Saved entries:

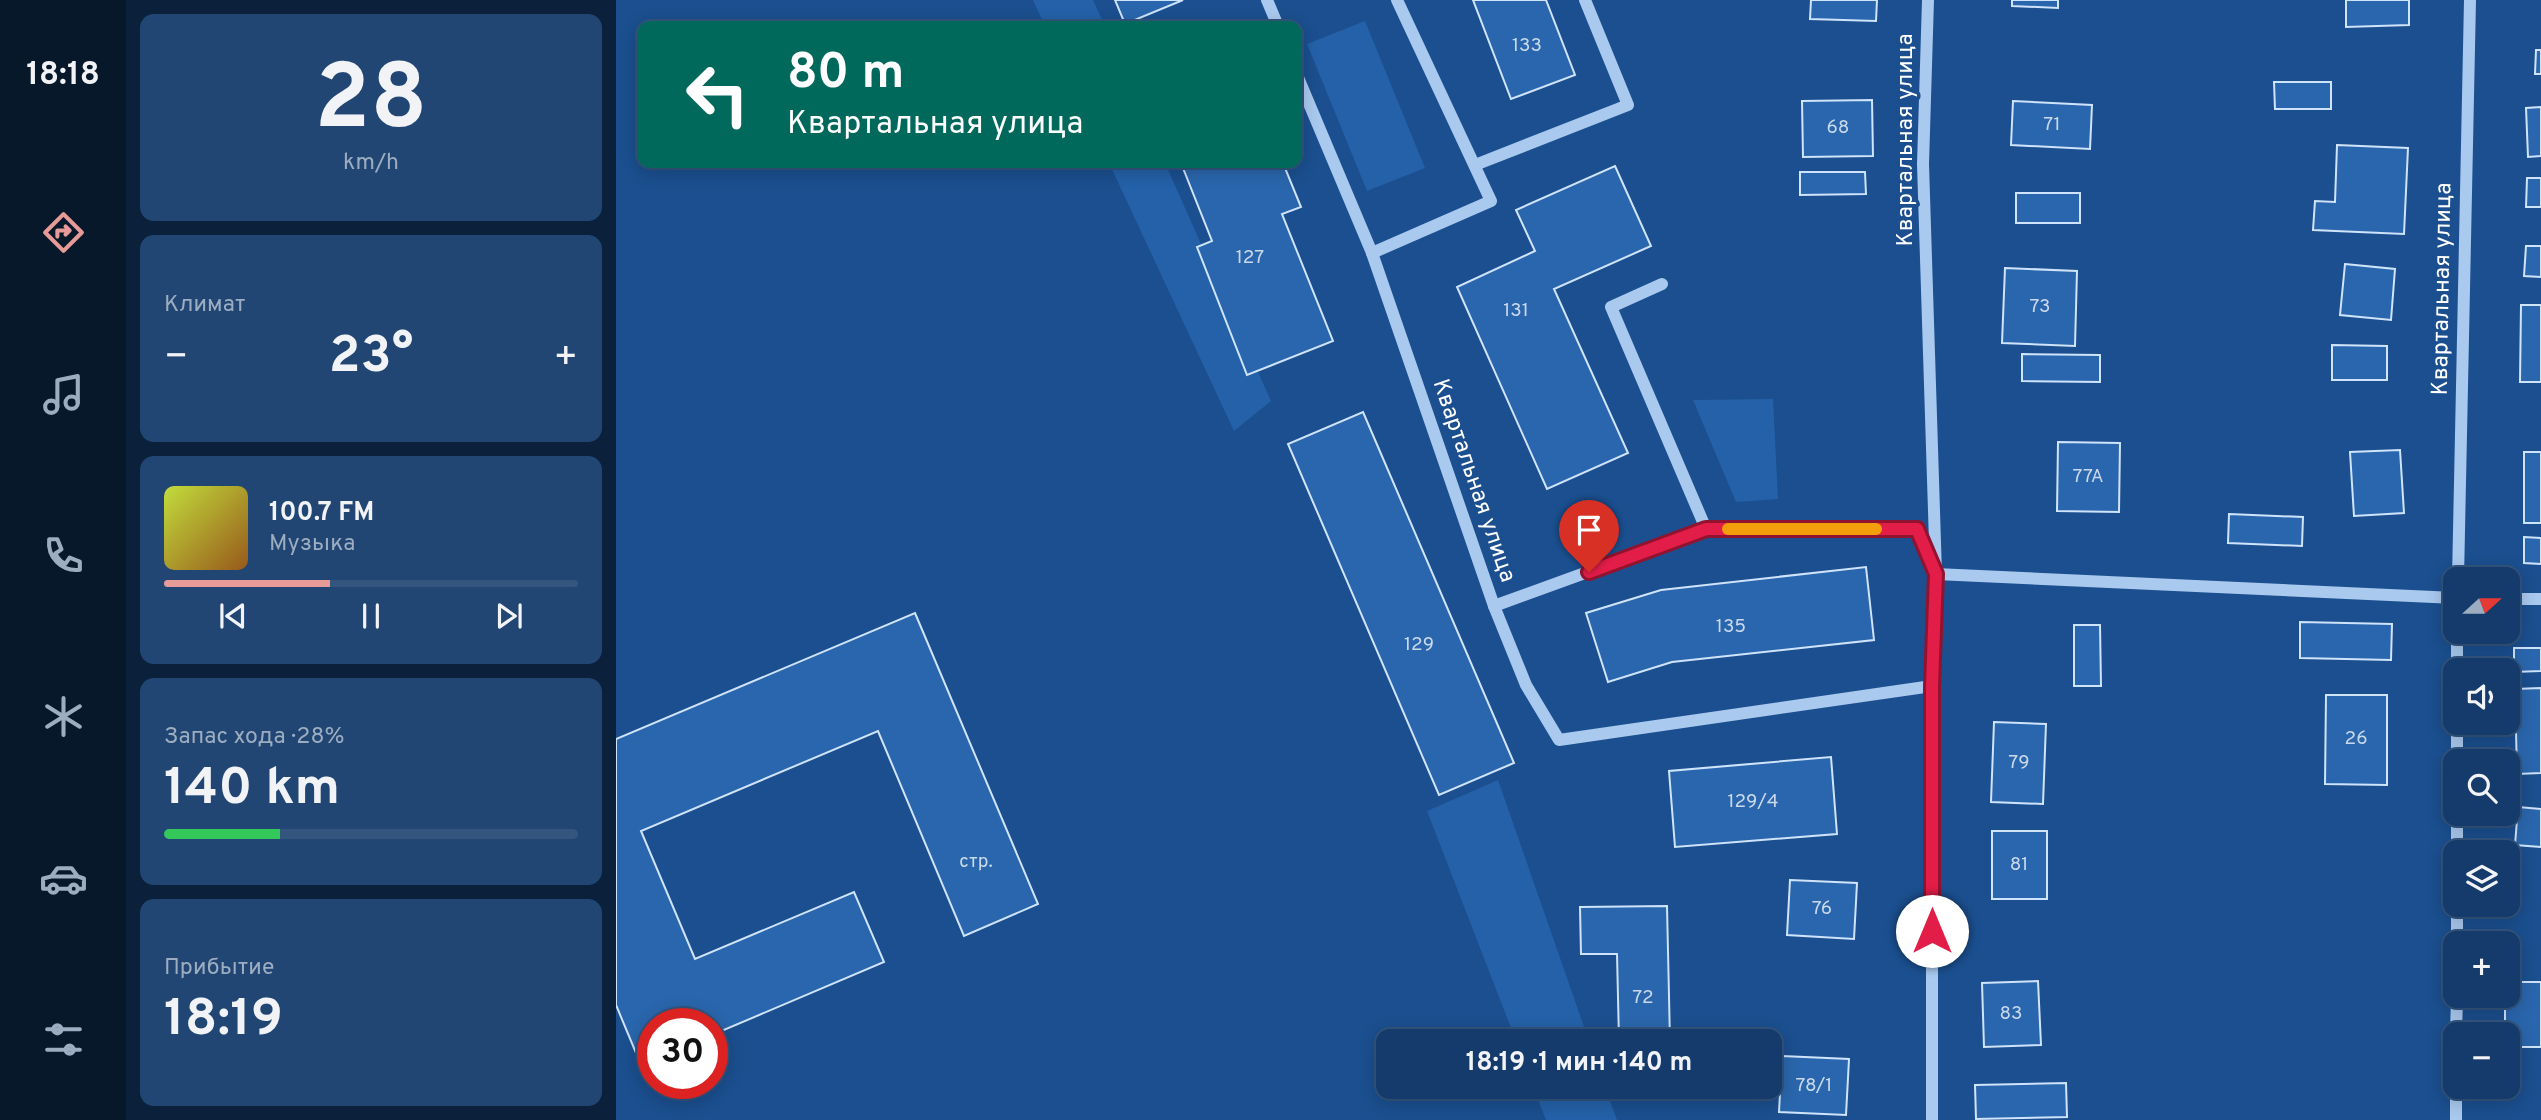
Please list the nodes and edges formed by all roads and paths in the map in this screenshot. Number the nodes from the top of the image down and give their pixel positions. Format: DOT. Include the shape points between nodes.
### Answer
graph roads {
  1 [pos="1267,0"];
  2 [pos="1397,0"];
  3 [pos="1584,0"];
  4 [pos="1928,0"];
  5 [pos="2470,0"];
  6 [pos="1276,21"];
  7 [pos="1302,87"];
  8 [pos="1475,165"];
  9 [pos="1372,253"];
  10 [pos="1662,284"];
  11 [pos="1706,529"];
  12 [pos="2458,567"];
  13 [pos="1936,574"];
  14 [pos="2443,597"];
  15 [pos="2520,599"];
  16 [pos="2541,599"];
  17 [pos="1494,606"];
  18 [pos="1932,686"];
  19 [pos="2456,1099"];
  20 [pos="1932,1120"];
  21 [pos="2456,1120"];
  1 -- 6 [label="street"];
  2 -- 8 [label="street"];
  3 -- 8 [label="street" via="1628,105"];
  4 -- 13 [label="street, Квартальная улица" via="1923,164"];
  5 -- 12 [label="street, Квартальная улица"];
  7 -- 9 [label="street, Квартальная улица"];
  8 -- 9 [label="street" via="1491,201"];
  9 -- 17 [label="street, Квартальная улица"];
  10 -- 11 [label="street" via="1611,307"];
  11 -- 13 [label="street, Квартальная улица" via="1917,529"];
  11 -- 17 [label="street, Квартальная улица"];
  13 -- 14 [label="street"];
  13 -- 18 [label="street, Квартальная улица"];
  15 -- 16 [label="street"];
  17 -- 18 [label="street" via="1526,685 1559,740"];
  18 -- 20 [label="street, Квартальная улица"];
  19 -- 21 [label="street"];
}
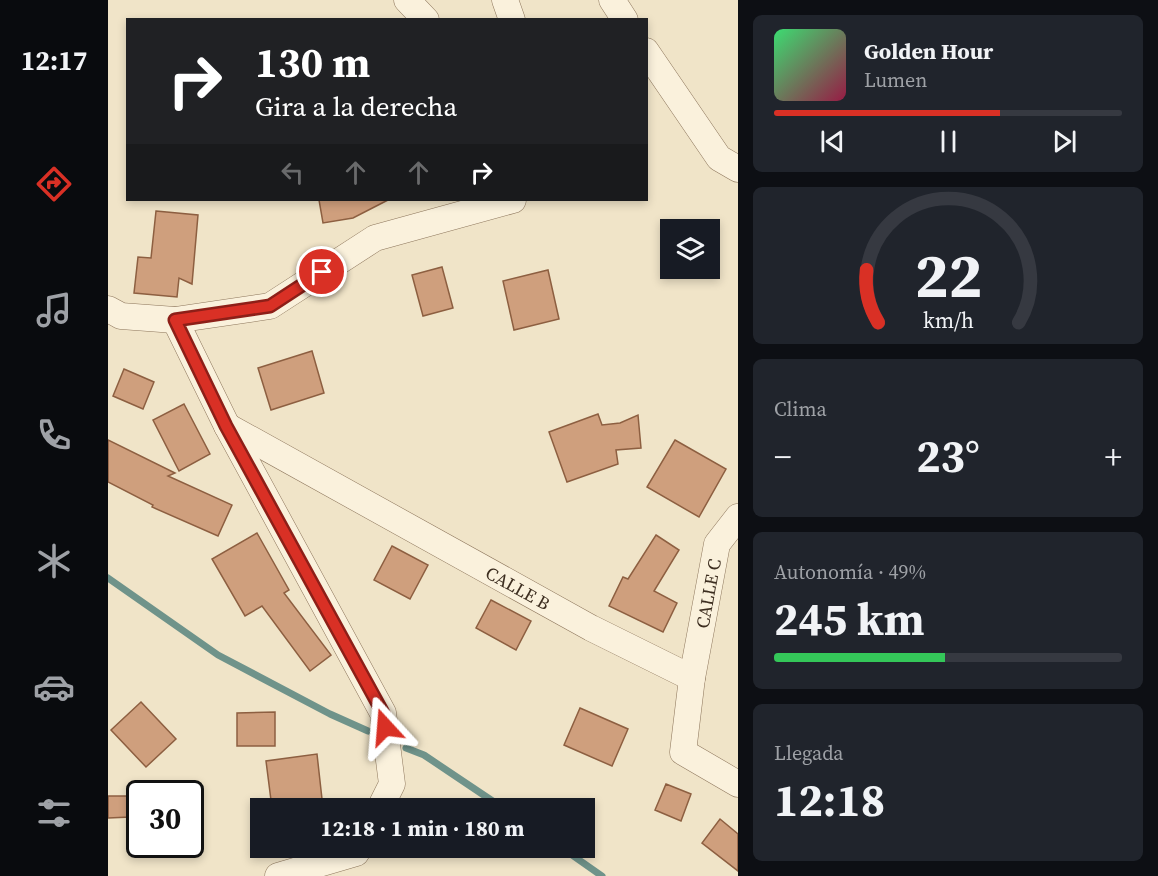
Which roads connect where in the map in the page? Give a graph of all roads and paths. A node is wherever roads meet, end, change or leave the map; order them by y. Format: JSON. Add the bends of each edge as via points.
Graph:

*DESCRIPTION OF THE TASK:*
Transcribe every entry above exactly as it stands, but skip the images.

*ANSWER SECTION:*
Please list the nodes and edges formed by all roads and paths in the map in this screenshot. Number the nodes from the top of the image down and give their pixel positions. Format: DOT. Include the shape points between nodes.
### Answer
graph roads {
  1 [pos="1267,0"];
  2 [pos="1397,0"];
  3 [pos="1584,0"];
  4 [pos="1928,0"];
  5 [pos="2470,0"];
  6 [pos="1276,21"];
  7 [pos="1302,87"];
  8 [pos="1475,165"];
  9 [pos="1372,253"];
  10 [pos="1662,284"];
  11 [pos="1706,529"];
  12 [pos="2458,567"];
  13 [pos="1936,574"];
  14 [pos="2443,597"];
  15 [pos="2520,599"];
  16 [pos="2541,599"];
  17 [pos="1494,606"];
  18 [pos="1932,686"];
  19 [pos="2456,1099"];
  20 [pos="1932,1120"];
  21 [pos="2456,1120"];
  1 -- 6 [label="street"];
  2 -- 8 [label="street"];
  3 -- 8 [label="street" via="1628,105"];
  4 -- 13 [label="street, Квартальная улица" via="1923,164"];
  5 -- 12 [label="street, Квартальная улица"];
  7 -- 9 [label="street, Квартальная улица"];
  8 -- 9 [label="street" via="1491,201"];
  9 -- 17 [label="street, Квартальная улица"];
  10 -- 11 [label="street" via="1611,307"];
  11 -- 13 [label="street, Квартальная улица" via="1917,529"];
  11 -- 17 [label="street, Квартальная улица"];
  13 -- 14 [label="street"];
  13 -- 18 [label="street, Квартальная улица"];
  15 -- 16 [label="street"];
  17 -- 18 [label="street" via="1526,685 1559,740"];
  18 -- 20 [label="street, Квартальная улица"];
  19 -- 21 [label="street"];
}
Which roads connect where in the map in the page? Give a graph of all roads and paths. A node is wherever roads meet, end, change or leave the map; order them by y. Format: JSON. Add the bends of each edge as via points.
Graph:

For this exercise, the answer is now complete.